Intel e JP Morgan hanno pubblicato cifre trimestrali superiori alle previsioni degli analisti. Si sono poi aggiunti impulsi positivi provenienti dal dato sull'inflazione negli USA, più basso delle previsioni, e dai dati favorevoli sulle vendite al dettaglio negli Stati Uniti.
Al centro dell'interesse oggi figurava l'assemblea generale dell'UBS, in particolare per quanto riguarda il voto sul discarico dei vertici dell'era Ospel. Al momento della chiusura della borsa la riunione, iniziata alle 10.30, era ancora in corso. Il titolo della banca è salito del 2,38% a 18,48 franchi. Il Credit Suisse è progredito del 2,12% a 55,50 franchi.

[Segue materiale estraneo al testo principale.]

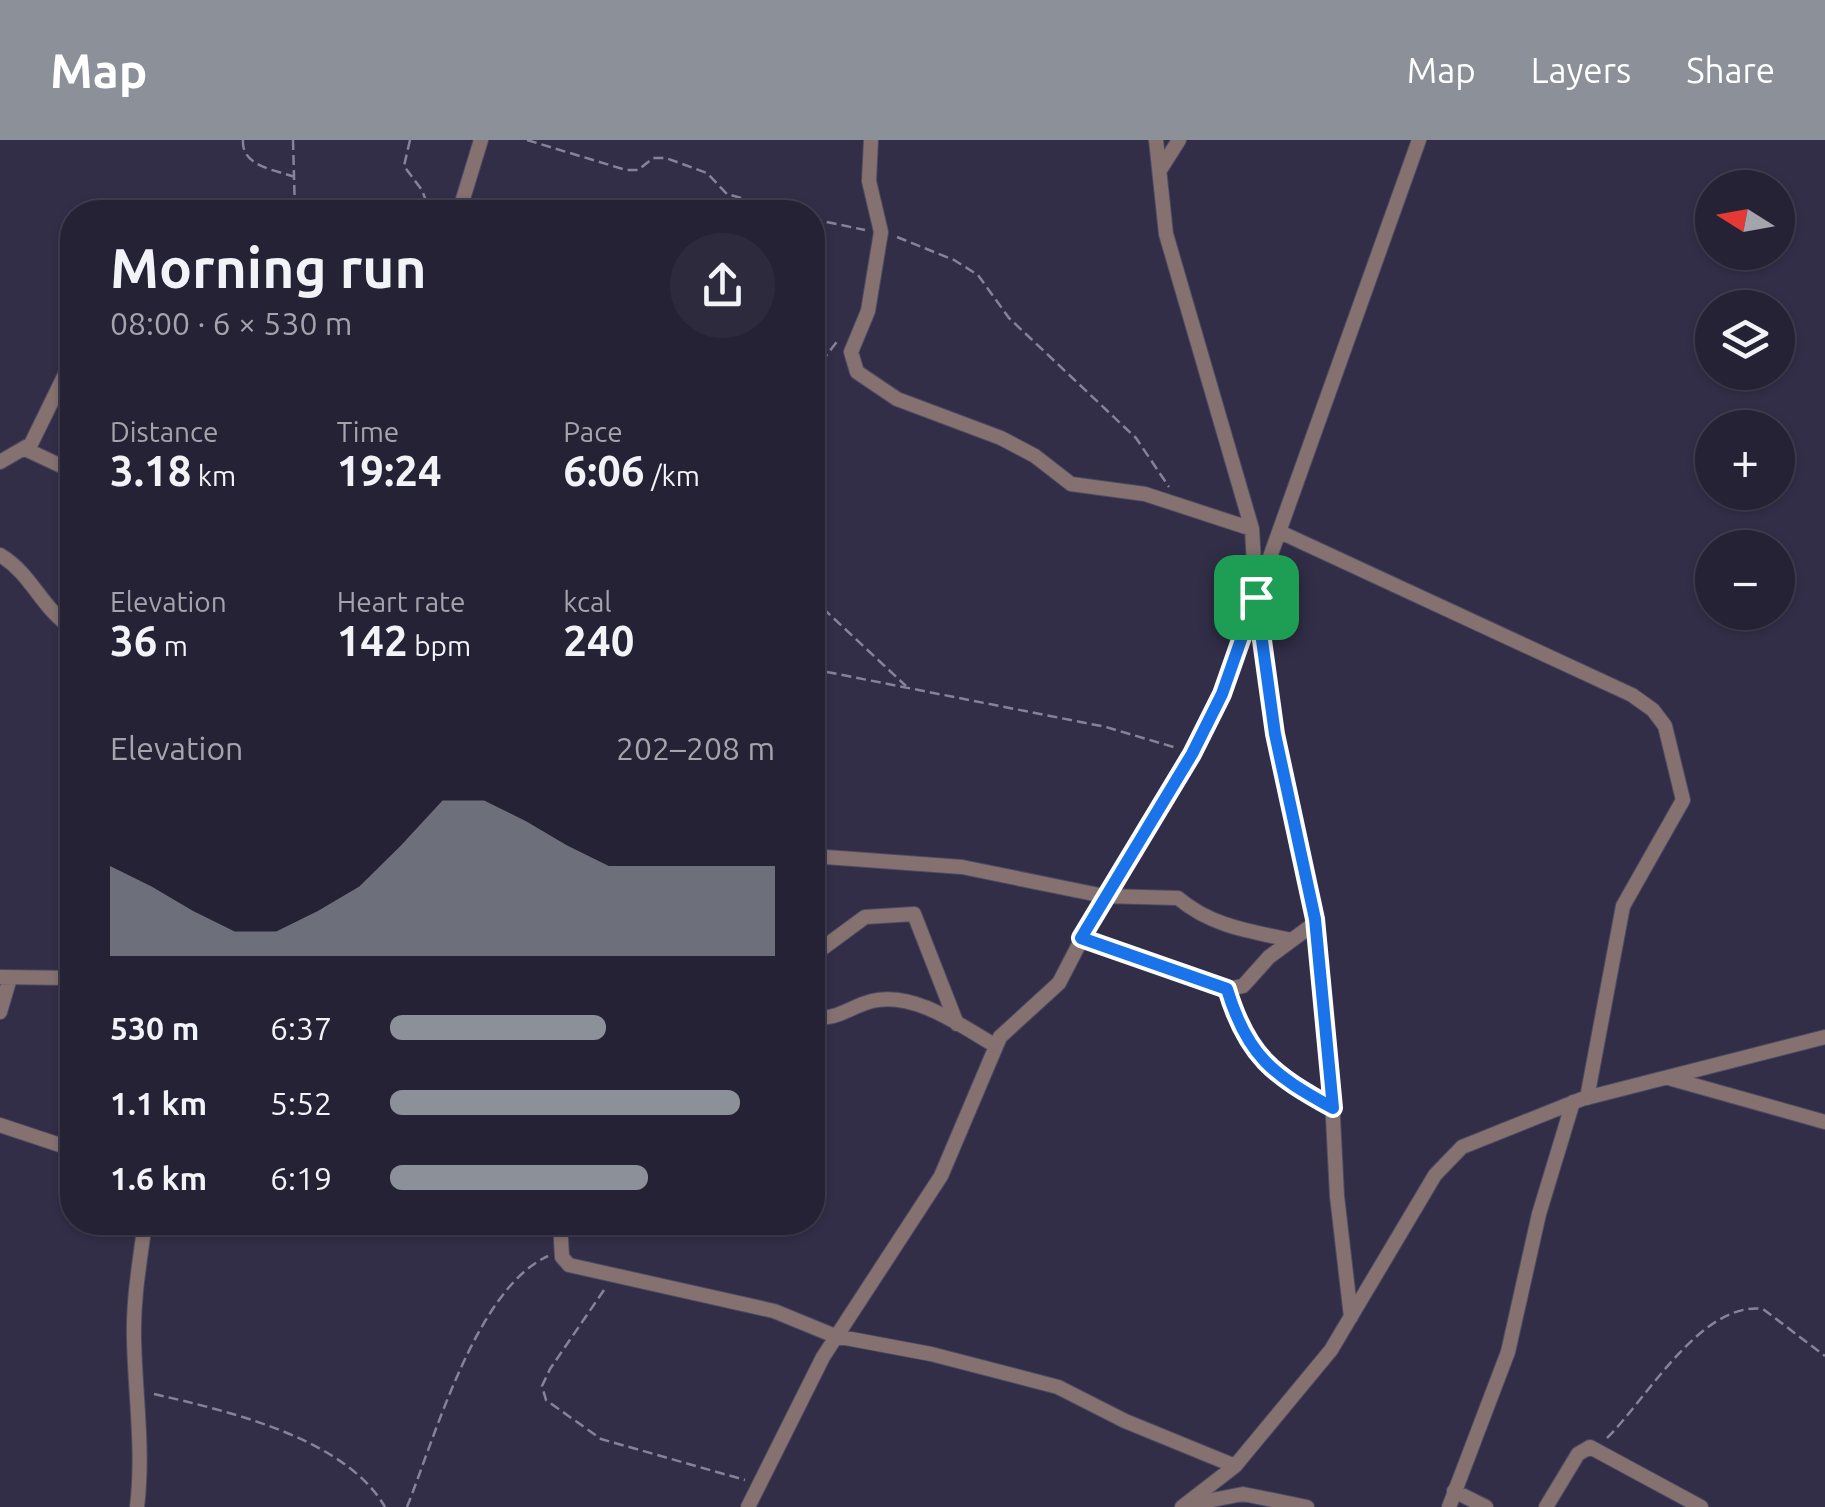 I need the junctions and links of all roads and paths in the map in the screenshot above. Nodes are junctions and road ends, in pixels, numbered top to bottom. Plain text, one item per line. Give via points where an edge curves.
1 (243, 140) edge
2 (293, 140) edge
3 (410, 140) edge
4 (481, 140) edge
5 (526, 140) edge
6 (870, 140) edge
7 (1156, 140) edge
8 (1178, 140) edge
9 (1418, 140) edge
10 (1159, 171) junction
11 (296, 178) junction
12 (295, 200) edge
13 (426, 200) edge
14 (463, 200) edge
15 (749, 200) edge
16 (825, 221) edge
17 (881, 232) junction
18 (60, 383) edge
19 (25, 449) junction
20 (0, 462) edge
21 (60, 465) edge
22 (1182, 506) junction
23 (1252, 530) junction
24 (1280, 532) junction
25 (0, 555) edge
26 (1256, 597) junction
27 (825, 610) edge
28 (60, 619) edge
29 (825, 672) edge
30 (907, 688) junction
31 (1192, 754) junction
32 (825, 857) edge
33 (1104, 896) junction
34 (1315, 923) junction
35 (1081, 938) junction
36 (1291, 940) junction
37 (825, 946) edge
38 (60, 977) edge
39 (5, 978) edge
40 (1227, 989) junction
41 (0, 1012) edge
42 (825, 1019) edge
43 (957, 1024) junction
44 (1825, 1037) edge
45 (996, 1046) junction
46 (1670, 1078) junction
47 (1580, 1100) junction
48 (1333, 1108) junction
49 (1825, 1122) edge
50 (0, 1125) edge
51 (60, 1145) edge
52 (144, 1235) edge
53 (560, 1235) edge
54 (560, 1250) junction
55 (613, 1276) junction
56 (1352, 1317) junction
57 (835, 1336) junction
58 (1825, 1356) edge
59 (138, 1390) junction
60 (1596, 1448) junction
61 (1235, 1466) junction
62 (760, 1483) junction
63 (1454, 1491) junction
64 (1184, 1506) edge
65 (137, 1507) edge
66 (385, 1507) edge
67 (407, 1507) edge
68 (748, 1507) edge
69 (1307, 1507) edge
70 (1449, 1507) edge
71 (1486, 1507) edge
72 (1546, 1507) edge
73 (1701, 1507) edge

1 - 11 path via 250,160
2 - 11 path
3 - 13 path via 404,166
4 - 14 street
5 - 15 path via 626,170 666,158 707,173 728,194
6 - 17 street via 869,182
7 - 10 street
8 - 10 street
9 - 24 street
10 - 23 street via 1166,234
11 - 12 path
16 - 17 path
17 - 22 path via 978,275 1009,318 1136,438
17 - 22 street via 870,301 851,352 857,372 897,400 1001,438 1071,484
18 - 19 street
19 - 20 street
19 - 21 street
22 - 23 street
23 - 26 street
24 - 26 street
24 - 47 street via 1632,695 1661,718 1680,776 1682,806 1624,906
25 - 28 street via 27,574
26 - 31 street via 1222,694
26 - 34 street via 1275,734
27 - 30 path
29 - 30 path
30 - 31 path via 1106,726
31 - 33 street
32 - 33 street via 962,867
33 - 35 street
33 - 36 street via 1178,898 1200,916
34 - 36 street
34 - 48 street
35 - 40 street
35 - 45 street via 1048,996 1007,1027
36 - 40 street via 1243,986
37 - 43 street via 865,917 914,914
38 - 39 street
39 - 41 street
40 - 48 path via 1242,1038 1258,1057
42 - 43 street via 890,1000
43 - 45 street
44 - 46 street
45 - 57 street via 941,1176
46 - 47 street
46 - 49 street
47 - 56 street via 1489,1135 1446,1161
47 - 63 street via 1539,1214 1508,1352
48 - 56 street
50 - 51 street
52 - 59 street via 136,1278
53 - 54 street
54 - 55 street via 568,1265
54 - 67 path via 530,1264 496,1306
55 - 57 street via 774,1311
55 - 62 path via 550,1369 542,1386 546,1400 601,1439
56 - 61 street
57 - 61 street via 1058,1386
57 - 62 street
58 - 60 path via 1763,1309 1733,1313 1693,1338
59 - 65 street
59 - 66 path via 278,1429 345,1461
60 - 72 street via 1581,1450
60 - 73 street
61 - 64 street
62 - 68 street
63 - 70 street
63 - 71 street
64 - 69 street via 1243,1494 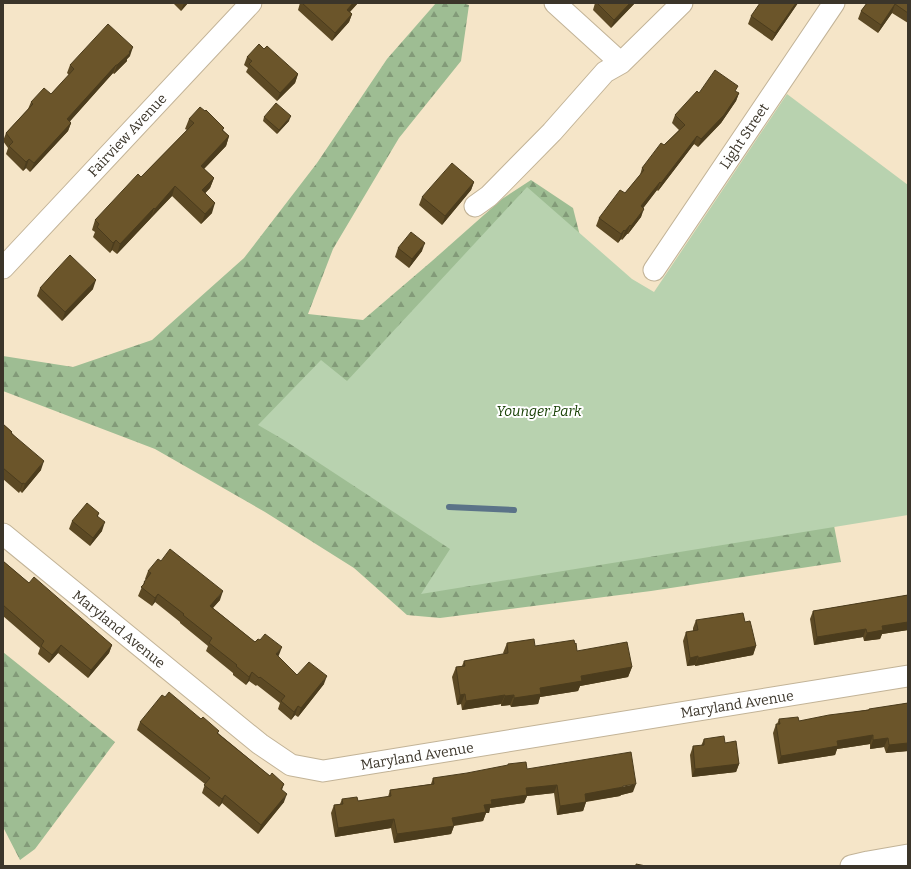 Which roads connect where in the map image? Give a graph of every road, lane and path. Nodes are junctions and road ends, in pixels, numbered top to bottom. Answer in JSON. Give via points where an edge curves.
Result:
{"nodes":[{"id":1,"x":555,"y":3,"type":"edge"},
{"id":2,"x":682,"y":3,"type":"edge"},
{"id":3,"x":834,"y":3,"type":"edge"},
{"id":4,"x":249,"y":4,"type":"edge"},
{"id":5,"x":621,"y":63,"type":"junction"},
{"id":6,"x":475,"y":206,"type":"dead end"},
{"id":7,"x":3,"y":268,"type":"edge"},
{"id":8,"x":654,"y":270,"type":"dead end"},
{"id":9,"x":3,"y":534,"type":"edge"},
{"id":10,"x":908,"y":676,"type":"edge"},
{"id":11,"x":908,"y":855,"type":"edge"},
{"id":12,"x":851,"y":866,"type":"edge"}],
"edges":[{"from":1,"to":5,"type":"street"},
{"from":2,"to":5,"type":"street"},
{"from":3,"to":8,"type":"street","name":"Light Street"},
{"from":4,"to":7,"type":"street","name":"Fairview Avenue"},
{"from":5,"to":6,"type":"street","via":[[605,72],[547,137],[489,196]]},
{"from":9,"to":10,"type":"street","name":"Maryland Avenue","via":[[260,744],[290,765],[323,771]]},
{"from":11,"to":12,"type":"street"}]}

Il settore è stato spinto dalle cifre pubblicate nel pomeriggio da JP Morgan: la banca ha archiviato il primo trimestre del 2010 con utile netto di 3,33 miliardi di dollari, pari a 74 centesimi per azione, di gran lunga superiore alle stime degli analisti che avevano previsto un utile di 64 centesimi per azione.
Tra le blue chip assicurative, Swiss Life è in perdita dello 0,90% (a 143,60 franchi), Zurich Financial dello 0,46% (a 258,80 franchi), mentre Swiss Re è in crescita dello 0,95% (a 53,35 franchi). Quanto ai due giganti farmaceutici, Novartis è in calo dello 0,44% (a 56,45 franchi) e Roche dello 0,12% (a 172,70 franchi). La Nestlé - il terzo valore difensivo di peso - ha invece dato un sostegno al listino, avanzando dello 0,56% (a 53,45 franchi). Fra gli altri titoli guida si è messo in luce Adecco, con un balzo del 3,88% (a 64,30 franchi).
Nell'indice allargato, Vaudoise ha guadagnato il 4,18% (a 249 franchi). Il gruppo assicurativo ha realizzato lo scorso anno un risultato ante-imposte record di 160,9 milioni di franchi, a fronte di 63,8 milioni nel 2008 (+152%).
Dei buoni dati di Intel ha beneficiato Micronas Semiconductor, che ha messo a segno una progressione del 6,15% a 6,39 franchi.